In terms of what the island has to offer outside of its looks, there’s really not much. You can wander around the limited areas and pick up collectibles that give insight of what happened in Narapela, but apart from that you’ll walk down linear paths shuffling towards your next objective. Sometimes you’ll walk along the same path a few times to get what you need. As the photographer of the group you can take pictures of areas of interest too, which also give a bit of a backstory. Other than that there are areas that are inaccessible until you get certain equipment, but unless you feel like you need to see everything there is no real conviction to go back.
In terms of character development there is none. Linda and Cliff are annoying, and Devan is tolerable because he doesn’t actually speak that much. Cliff states that making noise is a bad idea, but later decides to shout down a phone to Linda while standing in an echoing tunnel. Then there’s the almost offensive voice work given for cameo character, Xian Mei.

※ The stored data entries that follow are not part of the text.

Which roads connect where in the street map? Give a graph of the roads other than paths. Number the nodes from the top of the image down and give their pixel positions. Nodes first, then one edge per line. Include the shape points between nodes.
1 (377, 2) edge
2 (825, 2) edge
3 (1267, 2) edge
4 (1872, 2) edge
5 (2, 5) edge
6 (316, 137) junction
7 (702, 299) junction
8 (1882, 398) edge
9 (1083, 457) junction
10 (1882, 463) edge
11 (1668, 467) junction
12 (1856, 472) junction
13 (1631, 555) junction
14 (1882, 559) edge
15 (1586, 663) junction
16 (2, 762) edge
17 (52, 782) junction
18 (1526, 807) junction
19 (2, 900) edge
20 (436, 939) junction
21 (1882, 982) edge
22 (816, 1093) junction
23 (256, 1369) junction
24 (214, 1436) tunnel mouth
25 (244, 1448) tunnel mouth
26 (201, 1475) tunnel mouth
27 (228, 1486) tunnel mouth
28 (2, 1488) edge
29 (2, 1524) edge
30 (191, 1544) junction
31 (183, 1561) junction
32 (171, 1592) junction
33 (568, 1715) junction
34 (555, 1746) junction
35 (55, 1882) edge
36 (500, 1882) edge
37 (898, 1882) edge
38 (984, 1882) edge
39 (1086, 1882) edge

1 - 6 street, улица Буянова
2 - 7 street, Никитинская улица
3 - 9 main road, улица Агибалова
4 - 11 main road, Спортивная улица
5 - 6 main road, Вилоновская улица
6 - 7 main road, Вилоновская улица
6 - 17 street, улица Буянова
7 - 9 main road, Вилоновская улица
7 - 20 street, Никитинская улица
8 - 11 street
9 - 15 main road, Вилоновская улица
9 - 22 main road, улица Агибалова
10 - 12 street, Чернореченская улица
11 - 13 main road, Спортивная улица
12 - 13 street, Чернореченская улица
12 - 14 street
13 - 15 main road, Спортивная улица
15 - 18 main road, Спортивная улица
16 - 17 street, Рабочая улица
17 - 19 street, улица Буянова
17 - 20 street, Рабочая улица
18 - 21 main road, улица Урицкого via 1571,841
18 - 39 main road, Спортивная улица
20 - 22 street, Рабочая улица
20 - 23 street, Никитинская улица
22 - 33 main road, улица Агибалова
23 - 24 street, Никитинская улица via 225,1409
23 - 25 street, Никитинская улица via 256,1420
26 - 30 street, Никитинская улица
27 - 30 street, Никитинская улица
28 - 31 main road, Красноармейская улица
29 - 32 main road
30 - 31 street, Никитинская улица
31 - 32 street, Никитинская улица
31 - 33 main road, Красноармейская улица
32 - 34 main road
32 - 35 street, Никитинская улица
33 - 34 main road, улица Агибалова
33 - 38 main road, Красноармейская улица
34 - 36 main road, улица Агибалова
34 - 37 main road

I understand the character is Chinese but having someone put on a fake accent for the role is insulting, especially because of how badly it is done. To find out that same person also voices Faith in Mirror’s Edge makes it that little bit worse, because that was some good work there.
To put it simply Escape Dead Island is a cash grab using the Dead Island name, before the franchise completely moves to the new consoles with Dead Island 2. There’s nothing really satisfying about Escape Dead Island, even if you are a huge fan of zombies or Dead Island.
If you want a zombie game set on a tropical island then play the other games in the series, if you want a silly but fun zombie game then get any of the Dead Rising games, and if you want a zombie game that focuses heavily on story, and does it well, then Telltale’s The Walking Dead is for you. With all those options available there is no reason for Escape to exist, but it does. That isn’t enough of an excuse to buy it.